| TASK TO COMPLETE |
From the entries below, copy out every line with "Green" in it.

| THE DATA |
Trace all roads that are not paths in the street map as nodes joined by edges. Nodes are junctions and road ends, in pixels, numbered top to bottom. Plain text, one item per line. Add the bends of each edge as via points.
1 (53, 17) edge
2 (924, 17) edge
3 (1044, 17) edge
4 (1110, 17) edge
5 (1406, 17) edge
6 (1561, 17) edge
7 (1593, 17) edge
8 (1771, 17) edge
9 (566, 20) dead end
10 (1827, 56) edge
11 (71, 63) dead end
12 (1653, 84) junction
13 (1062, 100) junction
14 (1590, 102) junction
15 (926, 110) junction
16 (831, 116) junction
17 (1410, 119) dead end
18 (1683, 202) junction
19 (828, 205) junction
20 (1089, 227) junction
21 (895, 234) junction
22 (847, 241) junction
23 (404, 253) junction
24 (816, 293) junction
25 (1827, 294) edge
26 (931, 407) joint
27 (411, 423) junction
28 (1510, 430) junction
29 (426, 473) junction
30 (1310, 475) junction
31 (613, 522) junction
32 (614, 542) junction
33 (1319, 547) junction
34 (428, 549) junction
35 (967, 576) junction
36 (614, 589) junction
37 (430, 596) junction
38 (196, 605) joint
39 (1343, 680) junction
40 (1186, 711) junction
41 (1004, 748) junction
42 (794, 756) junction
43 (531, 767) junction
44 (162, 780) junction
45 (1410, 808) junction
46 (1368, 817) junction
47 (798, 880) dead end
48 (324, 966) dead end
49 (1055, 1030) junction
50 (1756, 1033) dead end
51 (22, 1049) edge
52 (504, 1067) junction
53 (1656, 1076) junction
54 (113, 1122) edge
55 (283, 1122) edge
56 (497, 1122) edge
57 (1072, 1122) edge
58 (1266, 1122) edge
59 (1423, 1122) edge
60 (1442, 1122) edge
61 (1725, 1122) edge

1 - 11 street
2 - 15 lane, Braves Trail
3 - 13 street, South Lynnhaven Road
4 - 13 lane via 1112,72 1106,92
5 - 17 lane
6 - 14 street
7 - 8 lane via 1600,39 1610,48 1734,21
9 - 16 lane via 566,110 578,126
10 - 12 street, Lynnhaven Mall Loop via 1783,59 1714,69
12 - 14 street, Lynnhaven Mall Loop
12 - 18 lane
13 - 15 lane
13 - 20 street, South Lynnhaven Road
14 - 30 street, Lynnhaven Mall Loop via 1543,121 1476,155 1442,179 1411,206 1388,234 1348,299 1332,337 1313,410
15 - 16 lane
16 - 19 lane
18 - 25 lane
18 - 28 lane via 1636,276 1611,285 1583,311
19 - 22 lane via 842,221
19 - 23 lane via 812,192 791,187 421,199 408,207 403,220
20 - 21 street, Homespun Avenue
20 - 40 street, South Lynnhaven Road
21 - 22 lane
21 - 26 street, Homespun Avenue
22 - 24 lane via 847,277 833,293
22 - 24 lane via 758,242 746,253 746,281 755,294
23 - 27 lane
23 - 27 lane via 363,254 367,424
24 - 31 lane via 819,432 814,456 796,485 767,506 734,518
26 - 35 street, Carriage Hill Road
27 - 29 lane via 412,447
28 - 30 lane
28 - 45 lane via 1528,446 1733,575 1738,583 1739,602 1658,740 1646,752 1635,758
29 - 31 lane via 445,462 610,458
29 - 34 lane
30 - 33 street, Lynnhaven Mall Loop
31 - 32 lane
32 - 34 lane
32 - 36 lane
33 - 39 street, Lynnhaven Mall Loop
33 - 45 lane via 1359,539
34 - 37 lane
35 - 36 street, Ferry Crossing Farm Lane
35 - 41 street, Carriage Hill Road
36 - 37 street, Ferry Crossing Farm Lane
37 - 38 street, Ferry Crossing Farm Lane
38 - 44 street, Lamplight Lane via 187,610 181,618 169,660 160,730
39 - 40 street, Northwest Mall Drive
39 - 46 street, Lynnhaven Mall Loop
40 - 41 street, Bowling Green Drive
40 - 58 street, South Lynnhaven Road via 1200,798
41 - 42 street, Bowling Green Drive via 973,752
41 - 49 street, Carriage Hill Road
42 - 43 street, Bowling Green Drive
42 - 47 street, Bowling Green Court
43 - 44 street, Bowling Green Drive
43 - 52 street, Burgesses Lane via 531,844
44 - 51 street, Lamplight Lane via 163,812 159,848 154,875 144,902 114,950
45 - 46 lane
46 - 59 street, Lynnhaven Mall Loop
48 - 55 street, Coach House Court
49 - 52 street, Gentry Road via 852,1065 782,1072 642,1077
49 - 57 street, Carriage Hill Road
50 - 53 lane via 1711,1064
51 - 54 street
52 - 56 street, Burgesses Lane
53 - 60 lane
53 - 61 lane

| TASK ANSWER |
40 - 41 street, Bowling Green Drive
41 - 42 street, Bowling Green Drive via 973,752
42 - 43 street, Bowling Green Drive
42 - 47 street, Bowling Green Court
43 - 44 street, Bowling Green Drive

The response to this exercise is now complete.